▶ Task details:
The required result is each line of the entries below containing the string "items".

▶ Supplied material:
┏━━

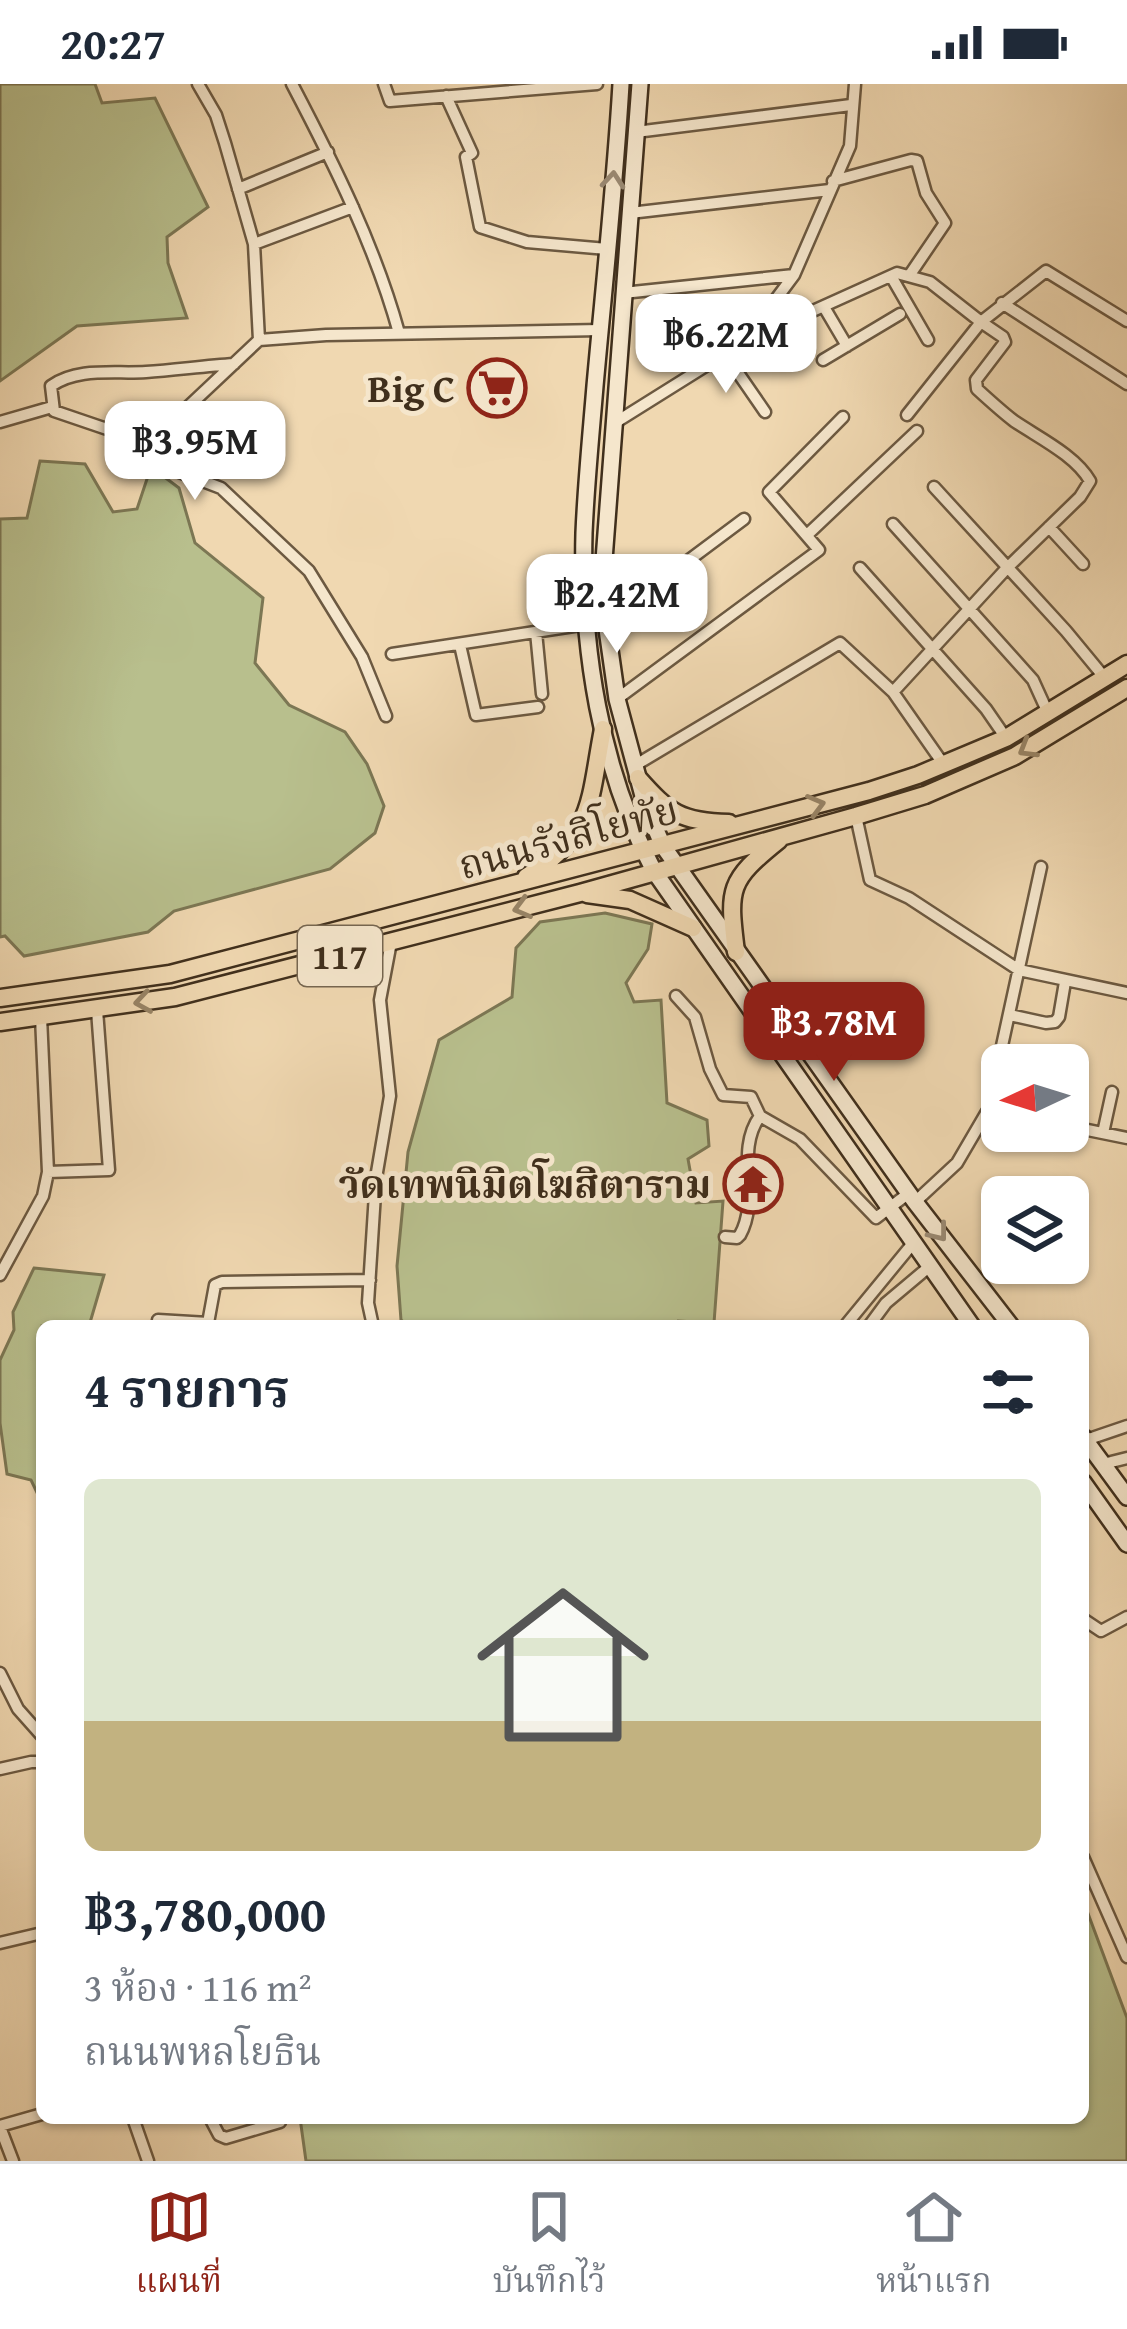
<!DOCTYPE html>
<html lang="th">
<head>
<meta charset="utf-8">
<style>
  :root { --surface:#fff; --page:#f2f2f3; --text:#1f2937; --muted:#747a83; --line:#e0e1e3; --accent:#8f2418 }
  body { margin:0; font-family:"Gentium Book Plus","Noto Serif Thai",serif; background:var(--page); color:var(--text); height:100vh; display:flex; flex-direction:column; font-size:45px; white-space:nowrap }
  * { box-sizing:border-box; margin:0 }
  p { font-size:39px; color:var(--muted) }
  .icon { flex:none; width:66px; height:66px; fill:none; stroke:currentColor; stroke-width:2; stroke-linecap:round; stroke-linejoin:round }
  .map { position:relative; flex:1; overflow:hidden }
  .sheet { position:absolute; left:36px; top:1236px; width:1053px; height:804px; display:flex; flex-direction:column; background:var(--surface); border-radius:18px; box-shadow:0 3px 9px #0004 }
  .sheet>* { flex:none }
  .needle { width:78px; rotate:266deg }
  .tools { position:absolute; left:981px; top:960px; display:grid; gap:24px }
  .tools a { display:grid; place-items:center; width:108px; height:108px; border-radius:18px; background:var(--surface); box-shadow:0 3px 9px #0004; font-size:60px }
  .price { position:absolute; translate:-50% -102px; padding:0 27px; border-radius:24px; background:#fff; color:#222; font-size:39px; line-height:78px; filter:drop-shadow(0 3px 6px #0008) }
  .price::after { content:''; position:absolute; left:50%; top:72px; width:36px; height:27px; margin-left:-18px; background:inherit; clip-path:polygon(0 0,100% 0,50% 100%) }
  .price.current { background:var(--accent); color:#fff }
  ul { padding:0; list-style:none }
  li { display:grid; align-content:center; gap:24px; height:636px; padding:0 48px }
  li+li { border-top:3px solid var(--line) }
  li span { display:grid; place-items:center; height:372px; border-radius:18px; color:#555 }
  li>.icon { margin-inline-start:auto }
  span .icon { width:216px; height:216px; fill:#fffc; stroke-width:1 }
  li b { font-size:51px }
  h2 { display:flex; justify-content:space-between; align-items:center; height:144px; padding:0 48px; font-size:51px }
  .status { display:flex; justify-content:space-between; align-items:center; height:84px; padding:0 60px; background:var(--surface); direction:ltr }
  .status svg { height:33px; fill:currentColor }
  .menu { display:flex; justify-content:space-around; align-items:center; height:168px; border-top:3px solid var(--line); background:var(--surface); font-size:33px; color:var(--muted) }
  .menu a { display:grid; justify-items:center; gap:6px }
  .menu .current { color:var(--accent) }
  .map>svg:first-child { display:block }
  .green { fill:#b8bf8d; stroke:#7c7754; stroke-width:3 }
  .lines { fill:none; stroke-linecap:round; stroke-linejoin:round }
  .minor-casing { stroke:#6c5941; stroke-width:15 }
  .secondary-casing { stroke:#402f1c; stroke-width:20 }
  .primary-casing { stroke:#402f1c; stroke-width:21 }
  .minor { stroke:#f5e6cc; stroke-width:10 }
  .secondary { stroke:#f5e6cc; stroke-width:15 }
  .primary { stroke:#f0d8b1; stroke-width:16 }
  .oneway { stroke:#9a8a74 }
  .oneway2 { stroke:#988466 }
  .labels { text-anchor:middle; stroke-width:10; stroke-linejoin:round; paint-order:stroke }
  .shield { fill:#f5e6cc; stroke:#766651; stroke-width:3 }
  .shield-label { font-size:36px; font-weight:bold; fill:#402f1c }
  .poi-label { font-size:39px; font-weight:bold; fill:#402f1c; stroke:#f5e6cc; text-anchor:end }
  .street-label { font-size:39px; fill:#402f1c; stroke:#f5e6cc }
</style>
</head>
<body>
<div class="status"><b>20:27</b><svg viewBox="0 0 49 12"><path d="M0 12V9h3v3zM5 12V6h3v6zM10 12V3h3v9zM15 12V0h3v12zM26 1h20v11H26zM47 4h2v5h-2z"/></svg></div>
<div class="map">
<svg width="1127" height="2077" viewBox="0 0 1127 2077">
  <rect width="100%" height="100%" fill="#f0d8b1"/>
  <filter id="stains"><feTurbulence type="fractalNoise" baseFrequency=".00167" numOctaves="4"/><feColorMatrix values="0 0 0 0 .2 0 0 0 0 .09 0 0 0 0 .02 0 0 0 .5 -.17"/></filter>
  <radialGradient id="worn" r=".72"><stop offset=".6" stop-color="#630" stop-opacity="0"/><stop offset="1" stop-color="#630" stop-opacity=".3"/></radialGradient>
  <path class="green" d="M 0,0 L 95,0 L 102,19 L 155,14 L 208,123 L 167,153 L 168,179 L 187,234 L 77,242 L 0,297 Z
    M 40,377 L 85,380 L 113,428 L 137,425 L 151,383 L 179,404 L 195,459 L 263,514 L 255,579 L 289,621 L 345,648 L 367,680 L 384,722 L 375,749 L 330,785 L 174,827 L 148,848 L 24,872 L 5,852 L 0,853 L 0,435 L 27,434 Z
    M 605,829 L 652,840 L 648,865 L 626,899 L 634,918 L 661,916 L 667,1019 L 707,1036 L 709,1062 L 688,1075 L 696,1119 L 723,1117 L 714,1239 L 678,1237 L 675,1242 L 408,1242 L 401,1236 L 397,1182 L 408,1068 L 439,956 L 512,913 L 516,864 L 540,838 Z
    M 34,1184 L 104,1191 L 89,1242 L 42,1242 L 42,1419 L 31,1396 L 7,1390 L 0,1339 L 0,1276 L 14,1246 L 13,1228 Z
    M 1083,1816 L 1127,1934 L 1127,2077 L 306,2077 L 300,2034 L 1083,2034 Z"/>
  <g class="lines">
    <defs>
      <path id="minor" d="M 198,0 L 216,31 L 225,59 L 254,160 L 259,256
        M 292,0 C 334,80 375,162 399,249
        M 384,0 L 390,17 L 597,0
        M 446,12 L 472,69 L 466,73 L 480,143 L 527,158 L 607,165
        M 636,48 L 851,21
        M 833,97 L 911,76 L 917,77 L 926,109 L 945,139 L 909,192
        M 238,105 L 328,68
        M 630,129 L 830,106
        M 254,160 L 353,123
        M 891,192 L 928,256
        M 623,209 L 794,191
        M 1002,219 L 1127,300
        M 824,223 L 847,262
        M 744,258 L 897,189 L 930,198 L 981,238 L 1046,187 L 1127,237
        M 725,270 L 765,328
        M 823,276 L 900,230
        M 0,338 L 52,323
        M 613,340 L 744,258 L 794,191 L 850,62 L 855,0
        M 148,359 L 54,327 L 51,302 C 78,283 114,290 146,288 C 175,286 204,282 234,280
        M 934,403 L 1066,547 L 1104,593
        M 893,440 L 1033,596 L 1048,629
        M 1049,443 L 1083,480
        M 807,451 L 917,347
        M 860,484 L 986,625 L 1006,654
        M 606,538 L 744,435
        M 536,548 L 542,610
        M 460,561 L 476,631 L 538,623
        M 392,570 L 587,540
        M 893,608 L 1006,485 L 1080,413 L 1090,397 C 1075,371 1039,354 1014,337 C 1001,327 989,316 977,305 L 976,296 L 1005,258 L 1003,253 L 981,238 L 907,331
        M 617,615 L 819,466 L 769,408 L 843,333
        M 386,632 L 362,573 L 309,487 L 221,404 L 140,373 L 138,370 L 259,256 L 326,251 L 600,246
        M 634,682 L 840,559 L 893,608 L 944,681
        M 856,732 L 870,796 L 909,814 L 1019,886 L 1127,909
        M 676,912 L 695,933 L 710,985 L 723,1011 L 751,1013 L 760,1032 L 800,1055 L 876,1134 L 909,1109
        M 1010,931 L 1046,939 L 1055,938 L 1059,933 L 1065,898
        M 1068,1042 L 1127,1054
        M 1103,1049 L 1112,1008
        M 48,1088 L 109,1086 L 97,926
        M 915,1118 L 957,1079 L 988,1026 L 1041,783
        M 725,1153 L 737,1154 L 740,1151 C 761,1113 734,1068 760,1032
        M 0,1191 L 43,1112 L 48,1088 L 41,933
        M 158,1236 L 208,1239
        M 210,1242 L 208,1239 L 215,1201 L 222,1198 L 370,1196
        M 373,1242 L 368,1219 L 376,1094 L 390,1012 L 380,916 L 391,858
        M 845,1242 L 914,1158
        M 869,1242 L 886,1219 L 930,1182
        M 1083,1357 L 1127,1342
        M 1103,1380 L 1127,1374
        M 1083,1535 L 1101,1547 L 1127,1533
        M 0,1589 L 18,1625 L 42,1652
        M 0,1685 L 31,1678 L 42,1678
        M 1083,1773 L 1127,1873
        M 0,1859 L 42,1849
        M 133,2034 L 148,2077
        M 210,2034 L 219,2051 L 226,2054 L 280,2038
        M 0,2042 L 42,2030
        M 0,2043 L 13,2077"/>
      <path id="secondary" d="M 621,0 C 615,101 604,202 595,302 C 591,351 586,400 584,449 C 581,562 600,686 654,787 L 972,1242
        M 640,0 L 604,476 L 606,538 L 617,615 L 646,723 L 663,762 L 915,1118 L 1011,1242
        M 1083,1353 L 1127,1413
        M 1083,1398 L 1127,1460"/>
      <path id="primary" d="M 638,694 C 669,729 681,738 729,739
        M 526,793 C 595,750 589,717 603,645
        M 587,810 L 630,816 L 693,844
        M 736,868 C 728,804 728,797 779,756
        M 0,914 L 170,890 L 869,707 L 918,691 L 1006,654 L 1127,580
        M 0,938 L 175,913 L 580,809 L 856,732 L 925,711 L 1015,672 L 1127,604"/>
    </defs>
    <use href="#minor" class="minor-casing"/>
    <use href="#secondary" class="secondary-casing"/>
    <use href="#primary" class="primary-casing"/>
    <use href="#minor" class="minor"/>
    <use href="#secondary" class="secondary"/>
    <use href="#primary" class="primary"/>
  </g>
  <defs><path id="oneway-chevron" d="M-2-3.5L2.5 0L-2 3.5" fill="none" stroke-width="1.6" stroke-linecap="round" stroke-linejoin="round" transform="scale(3)"/></defs>
  <g class="oneway">
    <use href="#oneway-chevron" transform="translate(613 96) rotate(-85)"/>
    <use href="#oneway-chevron" transform="translate(939 1149) rotate(52)"/>
  </g>
  <g class="oneway2">
    <use href="#oneway-chevron" transform="translate(1027 665) rotate(149)"/>
    <use href="#oneway-chevron" transform="translate(816 721) rotate(-15)"/>
    <use href="#oneway-chevron" transform="translate(522 824) rotate(165)"/>
    <use href="#oneway-chevron" transform="translate(143 918) rotate(171)"/>
  </g>
  <defs>
    <symbol id="supermarket-ring" viewBox="-11 -11 22 22"><circle r="9.5" fill="#f5e6cc" stroke="#8f2418" stroke-width="1.5"/><path d="M-6-5.5h2.5l.6 2H6L4.5 2H-2.5L-4.4-4H-6ZM-1.5 3.2a1.3 1.3 0 1 0 .1 0ZM3 3.2a1.3 1.3 0 1 0 .1 0Z" fill="#8f2418"/></symbol>
    <symbol id="temple-ring" viewBox="-11 -11 22 22"><circle r="9.5" fill="#f5e6cc" stroke="#8f2418" stroke-width="1.5"/><path d="M0-6L5-2H3V0L6.5 2.5H4V6H1.5V3h-3V6H-4V2.5H-6.5L-3 0V-2H-5Z" fill="#8f2418"/></symbol>
  </defs>
  <g fill-rule="evenodd">
    <use href="#supermarket-ring" x="464" y="271" width="66" height="66"/>
    <use href="#temple-ring" x="720" y="1067" width="66" height="66"/>
  </g>
  <g class="labels">
    <rect class="shield" x="298" y="842" width="84" height="60" rx="9"/>
    <g class="shield-label">
      <text x="340" y="885">117</text>
    </g>
    <g class="poi-label">
      <text x="455" y="318">Big C</text>
      <text x="711" y="1114">วัดเทพนิมิตโฆสิตาราม</text>
    </g>
    <g class="street-label">
      <text transform="translate(568 753) rotate(-15)" y="14">ถนนรังสิโยทัย</text>
    </g>
  </g>
  <rect width="100%" height="100%" filter="url(#stains)"/>
  <rect width="100%" height="100%" fill="url(#worn)"/>
</svg>
<div class="tools">
<a><svg class="needle" viewBox="-14 -14 28 28"><path d="M0-13l5 13h-10z" fill="#e53935"/><path d="M0 13l5-13h-10z" fill="#747a83"/></svg></a>
<a><svg class="icon" aria-label="layers" viewBox="0 0 24 24"><path d="M12 4l9 5-9 5-9-5zM3 14l9 5 9-5"/></svg></a>
</div>
<b class="price" style="left:726px;top:312px">฿6.22M</b>
<b class="price" style="left:195px;top:419px">฿3.95M</b>
<b class="price" style="left:617px;top:572px">฿2.42M</b>
<b class="price current" style="left:834px;top:1000px">฿3.78M</b>
<section class="sheet">
<h2>4 รายการ<svg class="icon" aria-label="filters" viewBox="0 0 24 24"><path d="M4 7h16M4 17h16"/><circle cx="9" cy="7" r="2"/><circle cx="15" cy="17" r="2"/></svg></h2>
<ul>
<li><span style="background:linear-gradient(#dfe7d0 65%,#c2b280 0)"><svg class="icon" aria-label="home" viewBox="0 0 24 24"><path d="M3 11l9-7 9 7M6 9v11h12V9"/></svg></span><div><b>฿3,780,000</b><p>3 ห้อง · 116 m²</p><p>ถนนพหลโยธิน</p></div></li>
</ul>
</section>
</div>
<nav class="menu">
<a class="current"><svg class="icon" aria-label="map" viewBox="0 0 24 24"><path d="M3 6l6-2 6 2 6-2v14l-6 2-6-2-6 2zM9 4v14M15 6v14"/></svg>แผนที่</a>
<a><svg class="icon" aria-label="saved" viewBox="0 0 24 24"><path d="M7 4h10v16l-5-4-5 4z"/></svg>บันทึกไว้</a>
<a><svg class="icon" aria-label="home" viewBox="0 0 24 24"><path d="M3 11l9-7 9 7M6 9v11h12V9"/></svg>หน้าแรก</a>
</nav>
</body>
</html>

┗━━

▶ Written response:
  .tools a { display:grid; place-items:center; width:108px; height:108px; border-radius:18px; background:var(--surface); box-shadow:0 3px 9px #0004; font-size:60px }
  li span { display:grid; place-items:center; height:372px; border-radius:18px; color:#555 }
  h2 { display:flex; justify-content:space-between; align-items:center; height:144px; padding:0 48px; font-size:51px }
  .status { display:flex; justify-content:space-between; align-items:center; height:84px; padding:0 60px; background:var(--surface); direction:ltr }
  .menu { display:flex; justify-content:space-around; align-items:center; height:168px; border-top:3px solid var(--line); background:var(--surface); font-size:33px; color:var(--muted) }
  .menu a { display:grid; justify-items:center; gap:6px }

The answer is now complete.